Ideias Livres

quarta-feira, setembro 21, 2005

Há malta que nem com dois Estalines...

A subsidiação de alguns produtos ou serviços ocorre, geralmente, quando os mesmos apresentam um custo superior ao da sua concorrência mas o subsidiador - o Estado - considera que, em nome de um "interesse colectivo" por ele depreendido, normalmente em privilégio de um sector ou corporação, o seu consumo deve ser incentivado por via da diminuição directa do seu preço para o consumidor. Este é o típico subsídio aos produtos agrícolas, dado aos agricultores para lhes permitir colocar os seus produtos a preços inferiores aos do seu custo real no mercado - isto é, em dumping.

Existem porém alguns casos ainda mais enviesados, em que produtos cujo preço é já mais barato que o da sua concorrência vêm ser-lhes outorgada uma comparticipação de forma a aumentar ainda mais a vantagem competitiva. Um exemplo disso são os medicamentos genéricos, que tiveram até agora uma comparticipação suplementar de 10% face aos restantes medicamentos. Como analogia, imagine que, quando apareceram os retalhistas de hard-discount em Portugal, como o Dia, o Lidl ou o Plus, o Estado decidia que, usando o dinheiro dos nossos impostos, iria fazer um desconto de 10% a todos os que lá comprassem produtos...

Parece que este claro subsídio vai, finalmente, ser eliminado. Como seria de esperar, o lóbi atingido pela reposição da justiça já veio a público dizer que acha mal, que esta comparticipação só deveria ser eliminada quando os genéricos tivessem atingido uma quota de 20% de mercado, e que é fundamental que o Estado invista em campanhas de informação para incentivar a prescrição e a compra de genéricos. Para conseguir passar a minha mensagem vou recorrer novamente a uma comparação.

IKEA, diz-vos alguma coisa?

Ora bem, tal como os genéricos, era amplamente consumido no resto da Europa, mas não existia em Portugal.
Tal como os genéricos, tinha a sua presença num mercado essencial para a sociedade de bem-estar em que vivemos.
Tal como os genéricos, tinha como estratégia providenciar ao mercado produtos muito semelhantes a outros já existentes, mas a preços muito mais baratos.

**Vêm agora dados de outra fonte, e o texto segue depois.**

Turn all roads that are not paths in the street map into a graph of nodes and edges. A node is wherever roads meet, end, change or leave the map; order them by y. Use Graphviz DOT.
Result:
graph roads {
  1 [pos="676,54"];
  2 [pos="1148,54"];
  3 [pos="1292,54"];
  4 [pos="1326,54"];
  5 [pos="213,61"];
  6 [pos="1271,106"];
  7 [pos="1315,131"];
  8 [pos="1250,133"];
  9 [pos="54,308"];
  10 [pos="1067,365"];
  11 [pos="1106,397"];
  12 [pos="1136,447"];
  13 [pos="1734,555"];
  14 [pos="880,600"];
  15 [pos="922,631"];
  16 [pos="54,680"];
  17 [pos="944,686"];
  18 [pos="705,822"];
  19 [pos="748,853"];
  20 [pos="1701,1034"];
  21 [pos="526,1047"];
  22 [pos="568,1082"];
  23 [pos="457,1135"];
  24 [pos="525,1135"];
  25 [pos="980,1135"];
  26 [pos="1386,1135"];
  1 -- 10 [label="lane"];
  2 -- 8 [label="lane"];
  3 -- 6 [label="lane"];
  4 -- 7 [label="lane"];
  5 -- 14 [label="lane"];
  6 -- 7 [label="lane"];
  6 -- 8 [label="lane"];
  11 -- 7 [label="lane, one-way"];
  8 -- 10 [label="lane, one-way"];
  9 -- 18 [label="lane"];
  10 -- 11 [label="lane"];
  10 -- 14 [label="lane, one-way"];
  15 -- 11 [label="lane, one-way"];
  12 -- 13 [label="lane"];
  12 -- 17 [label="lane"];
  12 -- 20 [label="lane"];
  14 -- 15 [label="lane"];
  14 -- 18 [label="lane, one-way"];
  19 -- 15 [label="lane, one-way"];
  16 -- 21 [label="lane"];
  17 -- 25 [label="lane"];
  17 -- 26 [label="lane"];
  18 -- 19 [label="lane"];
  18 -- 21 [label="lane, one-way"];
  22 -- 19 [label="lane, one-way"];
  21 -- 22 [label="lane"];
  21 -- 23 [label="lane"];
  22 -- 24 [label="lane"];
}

Porém, enquanto os genéricos foram comparticipados em 10% face à concorrência, o IKEA teve de pagar do seu bolso todas as obras públicas em redor da sua loja de Alfragide.
Enquanto os genéricos tiveram fortes campanhas públicas de promoção da sua compra, o IKEA, como um normal participante do mercado, pagou do seu bolso todas as campanhas de promoção da marca e dos produtos.
Enquanto o representante das empresas de genéricos anda a choramingar na comunicação social, os responsáveis do IKEA trabalham afincadamente para nos servir bem, de forma a que os continuemos a preferir face à concorrência.